If you are working mama, this can be especially true.  We get pulled in all sorts of directions and have the biggest juggling act.  Add in the mama guilt, physical and mental exhaustion, feeling like we’re failing at everything and succeeding at nothing - it is SO easy to feel like “if only I had more time…”. 

You may not necessarily be feeling this way, but if you’ve read this far then I’m guessing you feel you can be more productive with your time and so at some point you have probably had a belief of “not enough time”.

It really isn’t about more time - it’s about using the time you have in the most efficient way.  We can shift our mindset and reframe our perspective to tell ourselves - this is my reality. I have x hours in the day where I can get stuff done.  It is enough (for now).  I am enough.  How can I be most efficient with my time and my prioritisation so that it really is enough?

When you come from a place of “enough,” it can have a massive impact on your mindset, priorities and daily life.

2. Start Your Day with Gratitude

It is far too easy to get caught up in the busy-ness of family life.  And when we do and our life feels overcrowded and hectic, it’s difficult to notice all the positive things and feel appreciative for the abundance. 

One way to stay grounded and not get caught up in the treadmill of the to-do lists is to start your day with cultivating a mindset of appreciation. It can take seconds (or longer if you wish), but it really just is about reminding yourself of the things you are grateful for in your life right now.

I recommend starting your day with thinking of 3 things you are grateful for in your life.  They could be big things or little things.  You could think them or write them down (I personally find writing them down to be far more powerful and concrete). 

For example, I might be grateful that my baby slept through the night, that none of my kids are ill and that I get to taxi them around to their activities.  I might be grateful that my family are all in good health, that we are comfortable and that we can afford to go on a family holiday. 

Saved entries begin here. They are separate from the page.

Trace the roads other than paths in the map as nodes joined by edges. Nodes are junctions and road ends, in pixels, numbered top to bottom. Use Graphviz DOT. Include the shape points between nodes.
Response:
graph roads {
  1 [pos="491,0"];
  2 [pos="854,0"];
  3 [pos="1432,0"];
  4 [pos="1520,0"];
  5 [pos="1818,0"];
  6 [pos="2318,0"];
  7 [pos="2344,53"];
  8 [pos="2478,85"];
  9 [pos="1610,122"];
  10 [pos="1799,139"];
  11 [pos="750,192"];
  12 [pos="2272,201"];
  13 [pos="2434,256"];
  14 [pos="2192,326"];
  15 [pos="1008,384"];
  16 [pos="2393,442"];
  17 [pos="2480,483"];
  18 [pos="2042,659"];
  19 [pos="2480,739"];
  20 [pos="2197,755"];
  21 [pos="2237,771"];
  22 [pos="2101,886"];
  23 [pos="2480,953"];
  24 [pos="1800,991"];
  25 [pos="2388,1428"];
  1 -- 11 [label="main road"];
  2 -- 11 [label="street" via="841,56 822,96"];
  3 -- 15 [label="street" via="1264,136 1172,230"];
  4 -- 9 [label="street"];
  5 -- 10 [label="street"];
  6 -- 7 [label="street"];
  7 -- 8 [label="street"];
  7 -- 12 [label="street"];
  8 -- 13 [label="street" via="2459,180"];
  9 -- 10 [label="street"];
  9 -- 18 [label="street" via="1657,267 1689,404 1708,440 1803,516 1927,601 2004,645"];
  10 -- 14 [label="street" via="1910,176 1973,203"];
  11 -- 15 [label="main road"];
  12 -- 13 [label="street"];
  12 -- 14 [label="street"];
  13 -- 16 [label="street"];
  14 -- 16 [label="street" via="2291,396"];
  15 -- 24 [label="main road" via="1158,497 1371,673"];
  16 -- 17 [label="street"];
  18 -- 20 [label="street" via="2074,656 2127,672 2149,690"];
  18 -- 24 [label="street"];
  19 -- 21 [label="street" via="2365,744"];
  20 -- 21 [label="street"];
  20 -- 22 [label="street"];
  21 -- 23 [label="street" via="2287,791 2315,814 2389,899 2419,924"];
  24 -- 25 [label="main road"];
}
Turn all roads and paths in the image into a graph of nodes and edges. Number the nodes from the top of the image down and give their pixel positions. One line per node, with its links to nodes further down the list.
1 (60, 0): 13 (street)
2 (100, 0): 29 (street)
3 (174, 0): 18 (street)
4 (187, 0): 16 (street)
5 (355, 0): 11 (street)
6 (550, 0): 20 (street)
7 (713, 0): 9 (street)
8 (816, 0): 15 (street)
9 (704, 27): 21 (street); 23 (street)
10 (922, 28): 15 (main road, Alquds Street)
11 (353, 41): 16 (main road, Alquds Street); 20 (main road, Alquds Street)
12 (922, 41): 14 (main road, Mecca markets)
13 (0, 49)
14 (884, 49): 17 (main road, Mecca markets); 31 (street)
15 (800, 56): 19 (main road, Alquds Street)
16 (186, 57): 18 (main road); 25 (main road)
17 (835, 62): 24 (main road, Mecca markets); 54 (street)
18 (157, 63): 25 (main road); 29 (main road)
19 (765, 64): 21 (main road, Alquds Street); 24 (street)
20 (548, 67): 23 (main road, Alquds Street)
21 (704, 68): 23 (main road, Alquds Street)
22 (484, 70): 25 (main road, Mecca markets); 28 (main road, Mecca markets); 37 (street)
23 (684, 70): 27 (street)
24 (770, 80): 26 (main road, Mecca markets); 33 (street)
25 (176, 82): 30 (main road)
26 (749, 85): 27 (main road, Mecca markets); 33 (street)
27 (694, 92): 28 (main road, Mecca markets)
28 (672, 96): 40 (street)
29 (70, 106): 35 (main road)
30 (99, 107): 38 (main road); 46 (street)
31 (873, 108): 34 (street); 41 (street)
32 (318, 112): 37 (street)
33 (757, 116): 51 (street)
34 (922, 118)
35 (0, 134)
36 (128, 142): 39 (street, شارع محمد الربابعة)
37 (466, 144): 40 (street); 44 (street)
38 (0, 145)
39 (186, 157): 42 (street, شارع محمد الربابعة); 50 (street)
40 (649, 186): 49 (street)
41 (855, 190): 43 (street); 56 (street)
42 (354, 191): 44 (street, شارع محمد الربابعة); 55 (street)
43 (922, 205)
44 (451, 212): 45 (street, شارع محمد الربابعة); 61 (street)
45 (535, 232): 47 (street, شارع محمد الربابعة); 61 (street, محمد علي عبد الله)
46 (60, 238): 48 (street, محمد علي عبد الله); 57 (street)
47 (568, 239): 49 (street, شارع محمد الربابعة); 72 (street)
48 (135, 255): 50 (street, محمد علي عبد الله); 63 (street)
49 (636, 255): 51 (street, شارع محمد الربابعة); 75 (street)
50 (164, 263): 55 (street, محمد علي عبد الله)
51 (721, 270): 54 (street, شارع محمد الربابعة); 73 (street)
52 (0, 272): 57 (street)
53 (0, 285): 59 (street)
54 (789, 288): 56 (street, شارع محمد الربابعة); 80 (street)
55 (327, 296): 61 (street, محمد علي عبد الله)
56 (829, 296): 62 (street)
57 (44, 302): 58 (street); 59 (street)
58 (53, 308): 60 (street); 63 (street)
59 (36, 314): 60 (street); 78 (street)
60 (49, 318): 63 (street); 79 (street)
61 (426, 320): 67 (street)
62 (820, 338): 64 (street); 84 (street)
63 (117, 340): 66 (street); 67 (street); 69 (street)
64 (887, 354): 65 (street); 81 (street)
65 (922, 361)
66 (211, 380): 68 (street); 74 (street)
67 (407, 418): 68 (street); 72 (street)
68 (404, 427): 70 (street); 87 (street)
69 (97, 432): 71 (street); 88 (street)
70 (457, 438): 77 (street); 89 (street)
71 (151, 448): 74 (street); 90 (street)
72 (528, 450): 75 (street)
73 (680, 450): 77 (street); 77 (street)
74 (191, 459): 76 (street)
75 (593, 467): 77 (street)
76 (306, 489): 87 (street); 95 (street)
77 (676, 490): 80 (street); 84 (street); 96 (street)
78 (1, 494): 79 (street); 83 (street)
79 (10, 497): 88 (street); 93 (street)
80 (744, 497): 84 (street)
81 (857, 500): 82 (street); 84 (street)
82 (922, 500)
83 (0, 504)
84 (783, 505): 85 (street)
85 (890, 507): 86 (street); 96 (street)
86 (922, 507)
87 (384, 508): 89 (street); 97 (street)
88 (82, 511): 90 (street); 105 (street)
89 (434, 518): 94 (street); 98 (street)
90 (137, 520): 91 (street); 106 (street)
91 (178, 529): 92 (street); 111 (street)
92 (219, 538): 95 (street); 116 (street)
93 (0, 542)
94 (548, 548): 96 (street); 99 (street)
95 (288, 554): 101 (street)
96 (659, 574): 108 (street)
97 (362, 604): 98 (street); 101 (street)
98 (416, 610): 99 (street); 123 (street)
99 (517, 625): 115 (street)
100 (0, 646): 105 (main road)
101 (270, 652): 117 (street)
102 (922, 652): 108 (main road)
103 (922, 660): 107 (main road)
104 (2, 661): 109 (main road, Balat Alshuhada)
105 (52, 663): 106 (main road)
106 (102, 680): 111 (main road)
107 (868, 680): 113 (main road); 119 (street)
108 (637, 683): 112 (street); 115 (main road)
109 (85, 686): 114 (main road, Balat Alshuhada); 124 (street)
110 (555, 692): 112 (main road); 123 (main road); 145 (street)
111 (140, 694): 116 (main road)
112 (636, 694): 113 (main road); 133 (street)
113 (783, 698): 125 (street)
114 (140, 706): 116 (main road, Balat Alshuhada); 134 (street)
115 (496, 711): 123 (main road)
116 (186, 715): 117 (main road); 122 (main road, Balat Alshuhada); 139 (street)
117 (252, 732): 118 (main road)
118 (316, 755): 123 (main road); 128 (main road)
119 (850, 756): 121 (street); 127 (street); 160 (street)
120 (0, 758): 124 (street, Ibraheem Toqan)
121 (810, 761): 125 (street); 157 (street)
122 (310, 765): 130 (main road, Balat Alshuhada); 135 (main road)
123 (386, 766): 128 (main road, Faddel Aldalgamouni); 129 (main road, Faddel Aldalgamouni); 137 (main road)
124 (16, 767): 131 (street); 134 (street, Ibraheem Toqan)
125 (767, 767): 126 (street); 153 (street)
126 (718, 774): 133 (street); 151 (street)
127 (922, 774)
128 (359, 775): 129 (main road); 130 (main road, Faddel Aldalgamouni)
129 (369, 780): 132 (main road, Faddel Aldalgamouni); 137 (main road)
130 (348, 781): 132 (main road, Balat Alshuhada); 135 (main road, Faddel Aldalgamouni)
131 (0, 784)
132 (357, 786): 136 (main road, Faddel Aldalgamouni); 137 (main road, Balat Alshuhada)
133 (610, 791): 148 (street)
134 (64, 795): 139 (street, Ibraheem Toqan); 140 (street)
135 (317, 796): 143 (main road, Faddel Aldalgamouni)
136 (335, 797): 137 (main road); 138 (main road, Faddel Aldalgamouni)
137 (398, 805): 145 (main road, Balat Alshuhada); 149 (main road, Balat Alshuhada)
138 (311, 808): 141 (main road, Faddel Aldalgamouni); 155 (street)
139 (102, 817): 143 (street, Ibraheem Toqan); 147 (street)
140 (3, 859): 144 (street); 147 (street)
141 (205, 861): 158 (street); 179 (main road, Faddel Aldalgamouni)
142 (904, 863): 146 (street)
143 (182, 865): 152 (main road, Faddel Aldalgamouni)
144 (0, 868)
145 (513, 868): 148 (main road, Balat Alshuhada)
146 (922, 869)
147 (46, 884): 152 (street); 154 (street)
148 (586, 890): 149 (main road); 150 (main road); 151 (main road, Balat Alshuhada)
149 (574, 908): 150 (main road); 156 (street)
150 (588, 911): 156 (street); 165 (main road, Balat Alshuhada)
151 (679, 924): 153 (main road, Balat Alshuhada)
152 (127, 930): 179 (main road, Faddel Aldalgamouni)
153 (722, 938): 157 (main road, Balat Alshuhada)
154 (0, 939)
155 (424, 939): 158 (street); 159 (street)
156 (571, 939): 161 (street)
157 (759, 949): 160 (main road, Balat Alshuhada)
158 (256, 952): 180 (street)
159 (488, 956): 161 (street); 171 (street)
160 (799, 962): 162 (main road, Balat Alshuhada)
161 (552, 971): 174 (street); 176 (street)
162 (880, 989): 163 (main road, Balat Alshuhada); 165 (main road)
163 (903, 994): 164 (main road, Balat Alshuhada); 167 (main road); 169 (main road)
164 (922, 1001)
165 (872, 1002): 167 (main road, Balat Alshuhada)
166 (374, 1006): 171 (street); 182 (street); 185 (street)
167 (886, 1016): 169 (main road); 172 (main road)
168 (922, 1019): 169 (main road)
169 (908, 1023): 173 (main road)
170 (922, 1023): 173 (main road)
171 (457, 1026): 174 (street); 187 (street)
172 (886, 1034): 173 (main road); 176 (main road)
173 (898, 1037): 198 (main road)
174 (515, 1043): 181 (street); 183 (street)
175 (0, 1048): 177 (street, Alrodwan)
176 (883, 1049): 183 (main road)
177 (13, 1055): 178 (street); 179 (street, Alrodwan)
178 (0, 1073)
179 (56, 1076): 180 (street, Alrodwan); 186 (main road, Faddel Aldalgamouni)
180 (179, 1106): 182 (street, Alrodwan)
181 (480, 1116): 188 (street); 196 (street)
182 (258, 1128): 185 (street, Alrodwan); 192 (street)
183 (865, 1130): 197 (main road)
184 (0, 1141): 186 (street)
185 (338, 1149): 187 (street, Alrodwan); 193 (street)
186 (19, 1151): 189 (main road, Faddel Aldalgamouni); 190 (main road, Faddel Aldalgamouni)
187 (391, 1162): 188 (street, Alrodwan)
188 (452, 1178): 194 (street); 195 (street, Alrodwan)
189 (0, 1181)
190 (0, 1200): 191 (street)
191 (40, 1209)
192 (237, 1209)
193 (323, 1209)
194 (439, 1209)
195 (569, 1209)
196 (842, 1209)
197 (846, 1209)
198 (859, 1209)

It can be whatever you want - the point is just to practice gratitude. To start to really “see” all the good that is already in your life and to feel it is “enough”.  Yes, you may have aspirations, dreams, goals, etc., but if you cannot be content where you are right now, know that you will not feel any different when you get “there” or achieve “those things”. 

Practicing appreciation also is contagious and your children will pick up on it.  They will notice a change and will likely also want to practice gratitude.  And that’s an important piece in avoiding raising entitled, spoiled and ungrateful children.

3. Ruthlessly Prioritise

You may have your to-do lists, should-do lists, really-must-do-lists, want-to-do-lists, and any other lists. 

(If you don’t have any lists, well, there are plenty of articles, podcasts and books out there talking about the benefits of lists!  Start your lists!  It helps get ALL.THE.STUFF out of your head so you can see it, prioritise it and get it done!)

It’s great if you already have your lists.  But if you are like most busy mamas, your lists carry on from one day to the next and it can feel overwhelming and disheartening at how much is still left to do!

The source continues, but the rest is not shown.